On the topmost tier of the hotel verandah
Too Long; Didn't Read
For on the topmost tier of the hotel verandah, after being carried up the steps in an armchair amid a bevy of footmen, maid-servants, and other menials of the hotel, headed by the landlord (that functionary had actually run out to meet a visitor who arrived with so much stir and din, attended by her own retinue, and accompanied by so great a pile of trunks and portmanteaux)—on the topmost tier of the verandah, I say, there was sitting—the grandmother! Yes, it was she—rich, and imposing, and seventy-five years of age—Antonida Vassilievna Tarassevitcha, landowner and grande dame of Moscow—the “La Baboulenka” who had caused so many telegrams to be sent off and received—who had been dying, yet not dying—who had, in her own person, descended upon us even as snow might fall from the clouds! Though unable to walk, she had arrived borne aloft in an armchair (her mode of conveyance for the last five years), as brisk, aggressive, self-satisfied, bolt-upright, loudly imperious, and generally abusive as ever.
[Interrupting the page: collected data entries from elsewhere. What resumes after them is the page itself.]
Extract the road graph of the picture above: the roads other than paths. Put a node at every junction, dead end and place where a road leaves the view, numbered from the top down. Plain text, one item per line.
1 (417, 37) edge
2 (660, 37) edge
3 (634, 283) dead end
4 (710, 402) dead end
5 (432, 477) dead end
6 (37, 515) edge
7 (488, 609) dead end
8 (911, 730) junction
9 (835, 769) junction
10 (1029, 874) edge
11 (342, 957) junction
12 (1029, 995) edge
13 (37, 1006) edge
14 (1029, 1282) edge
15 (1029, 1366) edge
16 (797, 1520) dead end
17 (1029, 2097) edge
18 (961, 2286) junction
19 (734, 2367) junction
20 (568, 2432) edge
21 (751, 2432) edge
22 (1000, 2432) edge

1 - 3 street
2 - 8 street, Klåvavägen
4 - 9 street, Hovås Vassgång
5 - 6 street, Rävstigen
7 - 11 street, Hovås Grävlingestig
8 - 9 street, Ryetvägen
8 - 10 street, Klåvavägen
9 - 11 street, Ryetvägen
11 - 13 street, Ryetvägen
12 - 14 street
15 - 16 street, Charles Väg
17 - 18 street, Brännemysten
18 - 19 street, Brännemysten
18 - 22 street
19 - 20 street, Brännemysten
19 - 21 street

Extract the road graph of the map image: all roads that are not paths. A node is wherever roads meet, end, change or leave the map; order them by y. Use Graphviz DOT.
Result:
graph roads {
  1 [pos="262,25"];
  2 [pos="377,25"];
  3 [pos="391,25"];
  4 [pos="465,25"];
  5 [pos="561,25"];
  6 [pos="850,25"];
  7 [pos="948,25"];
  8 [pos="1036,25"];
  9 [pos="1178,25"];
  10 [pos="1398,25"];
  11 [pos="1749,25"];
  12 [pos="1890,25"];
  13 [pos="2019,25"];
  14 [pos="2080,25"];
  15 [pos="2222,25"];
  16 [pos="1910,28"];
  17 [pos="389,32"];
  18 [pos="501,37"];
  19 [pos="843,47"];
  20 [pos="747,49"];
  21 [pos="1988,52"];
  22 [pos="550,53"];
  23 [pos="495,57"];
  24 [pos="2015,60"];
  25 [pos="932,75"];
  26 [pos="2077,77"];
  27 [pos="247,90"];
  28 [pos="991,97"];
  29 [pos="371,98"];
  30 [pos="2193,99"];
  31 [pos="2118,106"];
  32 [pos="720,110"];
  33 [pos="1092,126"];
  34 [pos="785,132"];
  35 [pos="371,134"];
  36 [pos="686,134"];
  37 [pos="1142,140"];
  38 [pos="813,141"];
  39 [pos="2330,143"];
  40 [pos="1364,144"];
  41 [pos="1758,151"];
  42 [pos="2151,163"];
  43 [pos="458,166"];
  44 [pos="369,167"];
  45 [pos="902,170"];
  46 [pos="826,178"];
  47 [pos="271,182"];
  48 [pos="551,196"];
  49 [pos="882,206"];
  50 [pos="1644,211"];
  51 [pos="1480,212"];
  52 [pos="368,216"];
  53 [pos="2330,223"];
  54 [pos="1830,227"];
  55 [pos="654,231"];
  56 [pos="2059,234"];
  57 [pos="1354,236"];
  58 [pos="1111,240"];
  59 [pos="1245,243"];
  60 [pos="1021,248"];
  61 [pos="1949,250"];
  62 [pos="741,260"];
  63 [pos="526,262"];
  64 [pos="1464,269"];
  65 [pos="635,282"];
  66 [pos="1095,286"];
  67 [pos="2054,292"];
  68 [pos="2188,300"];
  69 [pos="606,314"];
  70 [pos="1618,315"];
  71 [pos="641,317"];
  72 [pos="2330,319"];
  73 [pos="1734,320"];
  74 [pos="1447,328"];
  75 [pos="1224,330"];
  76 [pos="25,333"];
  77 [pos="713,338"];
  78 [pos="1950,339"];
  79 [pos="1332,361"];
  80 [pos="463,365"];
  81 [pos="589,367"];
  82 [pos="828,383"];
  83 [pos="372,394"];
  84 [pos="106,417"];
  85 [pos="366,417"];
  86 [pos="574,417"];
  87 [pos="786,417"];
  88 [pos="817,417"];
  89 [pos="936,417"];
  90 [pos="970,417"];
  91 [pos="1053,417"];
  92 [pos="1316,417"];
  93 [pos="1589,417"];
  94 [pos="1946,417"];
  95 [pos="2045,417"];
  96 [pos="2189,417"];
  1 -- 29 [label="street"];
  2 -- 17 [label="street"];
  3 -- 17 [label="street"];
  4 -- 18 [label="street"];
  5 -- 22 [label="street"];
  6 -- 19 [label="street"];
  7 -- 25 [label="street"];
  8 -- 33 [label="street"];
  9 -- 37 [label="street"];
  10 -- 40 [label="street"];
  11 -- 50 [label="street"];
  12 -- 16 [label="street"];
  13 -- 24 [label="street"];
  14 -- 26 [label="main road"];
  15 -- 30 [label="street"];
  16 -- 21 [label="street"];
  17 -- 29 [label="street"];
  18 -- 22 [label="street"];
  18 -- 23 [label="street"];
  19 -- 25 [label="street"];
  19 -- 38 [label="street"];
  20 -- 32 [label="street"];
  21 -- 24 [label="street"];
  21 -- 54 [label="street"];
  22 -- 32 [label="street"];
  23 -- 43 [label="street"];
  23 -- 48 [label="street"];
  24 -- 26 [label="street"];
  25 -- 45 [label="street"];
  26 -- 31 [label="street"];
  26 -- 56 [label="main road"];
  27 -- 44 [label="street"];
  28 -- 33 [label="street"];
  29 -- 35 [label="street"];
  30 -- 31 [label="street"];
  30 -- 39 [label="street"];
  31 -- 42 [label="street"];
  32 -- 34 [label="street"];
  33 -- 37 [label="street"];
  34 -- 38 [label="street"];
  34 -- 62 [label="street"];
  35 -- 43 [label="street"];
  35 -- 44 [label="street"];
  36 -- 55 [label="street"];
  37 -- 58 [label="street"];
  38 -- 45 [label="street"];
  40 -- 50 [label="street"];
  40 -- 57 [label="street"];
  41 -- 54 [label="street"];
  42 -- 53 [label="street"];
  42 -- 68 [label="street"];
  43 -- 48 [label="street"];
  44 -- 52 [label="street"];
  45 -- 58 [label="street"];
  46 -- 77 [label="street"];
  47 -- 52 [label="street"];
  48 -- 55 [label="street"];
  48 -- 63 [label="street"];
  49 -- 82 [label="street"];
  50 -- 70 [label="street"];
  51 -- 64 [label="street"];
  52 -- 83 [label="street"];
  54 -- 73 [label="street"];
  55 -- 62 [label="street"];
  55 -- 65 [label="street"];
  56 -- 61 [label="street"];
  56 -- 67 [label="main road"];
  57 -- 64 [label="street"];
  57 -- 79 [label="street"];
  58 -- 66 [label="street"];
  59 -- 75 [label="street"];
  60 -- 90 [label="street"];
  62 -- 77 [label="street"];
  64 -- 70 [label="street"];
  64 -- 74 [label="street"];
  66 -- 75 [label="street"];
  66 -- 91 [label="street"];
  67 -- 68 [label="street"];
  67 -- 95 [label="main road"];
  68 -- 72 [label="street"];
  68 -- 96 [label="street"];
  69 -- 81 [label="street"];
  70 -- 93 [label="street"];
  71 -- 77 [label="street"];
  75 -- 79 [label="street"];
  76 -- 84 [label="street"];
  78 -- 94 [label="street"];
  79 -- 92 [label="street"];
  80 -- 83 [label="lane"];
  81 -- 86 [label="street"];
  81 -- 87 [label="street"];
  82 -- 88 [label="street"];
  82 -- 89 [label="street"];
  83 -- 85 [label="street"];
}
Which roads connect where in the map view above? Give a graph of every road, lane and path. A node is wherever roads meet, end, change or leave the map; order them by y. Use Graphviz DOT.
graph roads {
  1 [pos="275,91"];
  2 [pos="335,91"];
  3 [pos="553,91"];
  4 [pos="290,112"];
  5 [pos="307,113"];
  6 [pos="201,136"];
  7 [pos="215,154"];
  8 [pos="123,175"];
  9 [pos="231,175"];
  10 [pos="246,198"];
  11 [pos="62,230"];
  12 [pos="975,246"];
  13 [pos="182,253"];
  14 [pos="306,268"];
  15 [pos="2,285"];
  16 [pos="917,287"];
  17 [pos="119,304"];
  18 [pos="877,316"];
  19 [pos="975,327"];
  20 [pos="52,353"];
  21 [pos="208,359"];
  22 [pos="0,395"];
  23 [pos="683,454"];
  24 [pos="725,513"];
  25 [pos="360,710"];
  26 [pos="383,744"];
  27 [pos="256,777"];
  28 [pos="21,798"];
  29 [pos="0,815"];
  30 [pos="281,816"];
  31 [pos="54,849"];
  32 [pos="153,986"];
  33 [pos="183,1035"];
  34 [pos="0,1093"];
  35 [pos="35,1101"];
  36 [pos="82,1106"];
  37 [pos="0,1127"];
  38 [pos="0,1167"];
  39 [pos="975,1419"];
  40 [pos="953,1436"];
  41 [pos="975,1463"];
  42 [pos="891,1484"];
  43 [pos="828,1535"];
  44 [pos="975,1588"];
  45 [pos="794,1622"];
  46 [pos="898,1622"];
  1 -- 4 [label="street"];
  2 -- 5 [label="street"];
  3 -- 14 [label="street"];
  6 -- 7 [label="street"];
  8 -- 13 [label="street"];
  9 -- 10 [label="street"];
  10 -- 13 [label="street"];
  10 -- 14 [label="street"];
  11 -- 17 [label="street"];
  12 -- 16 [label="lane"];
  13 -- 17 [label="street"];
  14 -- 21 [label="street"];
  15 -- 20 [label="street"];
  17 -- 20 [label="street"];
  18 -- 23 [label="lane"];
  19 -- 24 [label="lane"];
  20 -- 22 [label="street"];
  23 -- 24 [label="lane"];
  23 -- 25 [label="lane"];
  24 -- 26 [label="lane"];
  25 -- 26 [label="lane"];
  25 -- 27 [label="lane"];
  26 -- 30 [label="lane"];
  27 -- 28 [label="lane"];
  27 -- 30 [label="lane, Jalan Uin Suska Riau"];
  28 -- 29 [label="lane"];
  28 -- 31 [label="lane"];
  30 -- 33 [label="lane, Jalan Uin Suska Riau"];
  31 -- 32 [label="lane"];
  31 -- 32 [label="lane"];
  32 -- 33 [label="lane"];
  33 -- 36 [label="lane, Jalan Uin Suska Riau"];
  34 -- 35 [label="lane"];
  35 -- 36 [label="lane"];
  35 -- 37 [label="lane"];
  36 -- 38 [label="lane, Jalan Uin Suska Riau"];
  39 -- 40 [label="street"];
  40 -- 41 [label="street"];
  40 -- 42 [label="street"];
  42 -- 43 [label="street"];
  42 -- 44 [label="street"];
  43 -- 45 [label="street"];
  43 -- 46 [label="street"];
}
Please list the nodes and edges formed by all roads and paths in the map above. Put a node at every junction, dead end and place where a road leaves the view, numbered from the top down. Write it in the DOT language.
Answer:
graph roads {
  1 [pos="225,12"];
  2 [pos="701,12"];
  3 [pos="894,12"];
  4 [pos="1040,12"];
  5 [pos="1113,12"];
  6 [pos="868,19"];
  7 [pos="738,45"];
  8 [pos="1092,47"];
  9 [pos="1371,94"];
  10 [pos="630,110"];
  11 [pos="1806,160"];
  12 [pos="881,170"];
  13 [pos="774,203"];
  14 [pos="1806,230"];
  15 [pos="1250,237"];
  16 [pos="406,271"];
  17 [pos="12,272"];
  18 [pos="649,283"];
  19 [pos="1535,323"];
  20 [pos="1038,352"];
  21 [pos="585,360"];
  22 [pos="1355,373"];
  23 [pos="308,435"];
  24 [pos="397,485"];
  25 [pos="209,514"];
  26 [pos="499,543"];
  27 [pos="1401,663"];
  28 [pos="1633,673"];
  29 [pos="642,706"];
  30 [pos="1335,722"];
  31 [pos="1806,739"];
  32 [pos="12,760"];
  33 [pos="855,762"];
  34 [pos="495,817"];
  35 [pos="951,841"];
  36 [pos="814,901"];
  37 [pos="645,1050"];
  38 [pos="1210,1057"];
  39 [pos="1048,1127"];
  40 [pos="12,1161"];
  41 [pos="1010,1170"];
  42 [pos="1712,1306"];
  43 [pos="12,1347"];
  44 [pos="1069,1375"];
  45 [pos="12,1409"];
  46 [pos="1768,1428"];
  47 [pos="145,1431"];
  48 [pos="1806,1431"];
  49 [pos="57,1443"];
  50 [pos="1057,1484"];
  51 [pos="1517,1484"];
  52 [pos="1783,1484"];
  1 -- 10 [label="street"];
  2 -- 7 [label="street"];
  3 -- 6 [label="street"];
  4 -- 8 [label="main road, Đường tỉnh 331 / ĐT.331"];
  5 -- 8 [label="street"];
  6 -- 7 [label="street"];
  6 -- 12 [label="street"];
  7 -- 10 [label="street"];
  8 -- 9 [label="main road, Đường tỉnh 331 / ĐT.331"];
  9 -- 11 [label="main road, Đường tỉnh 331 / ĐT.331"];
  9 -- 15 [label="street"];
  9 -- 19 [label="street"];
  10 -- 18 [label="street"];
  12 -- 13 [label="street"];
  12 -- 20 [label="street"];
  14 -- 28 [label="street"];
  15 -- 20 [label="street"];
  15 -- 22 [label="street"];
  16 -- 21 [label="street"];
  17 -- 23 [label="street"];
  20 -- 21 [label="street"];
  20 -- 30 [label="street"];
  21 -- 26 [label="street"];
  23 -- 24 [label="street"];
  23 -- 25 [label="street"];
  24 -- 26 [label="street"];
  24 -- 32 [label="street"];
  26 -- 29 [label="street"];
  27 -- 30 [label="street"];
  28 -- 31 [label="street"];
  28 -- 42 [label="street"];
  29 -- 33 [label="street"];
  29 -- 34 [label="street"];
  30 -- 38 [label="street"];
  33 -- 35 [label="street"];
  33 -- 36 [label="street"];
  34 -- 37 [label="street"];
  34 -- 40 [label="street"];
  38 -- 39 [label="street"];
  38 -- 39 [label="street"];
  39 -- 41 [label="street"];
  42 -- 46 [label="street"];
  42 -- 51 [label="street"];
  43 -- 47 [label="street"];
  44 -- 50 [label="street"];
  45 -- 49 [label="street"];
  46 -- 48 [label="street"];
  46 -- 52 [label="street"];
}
In fact, she looked exactly as she had on the only two occasions when I had seen her since my appointment to the General’s household. Naturally enough, I stood petrified with astonishment. She had sighted me a hundred paces off! Even while she was being carried along in her chair she had recognised me, and called me by name and surname (which, as usual, after hearing once, she had remembered ever afterwards).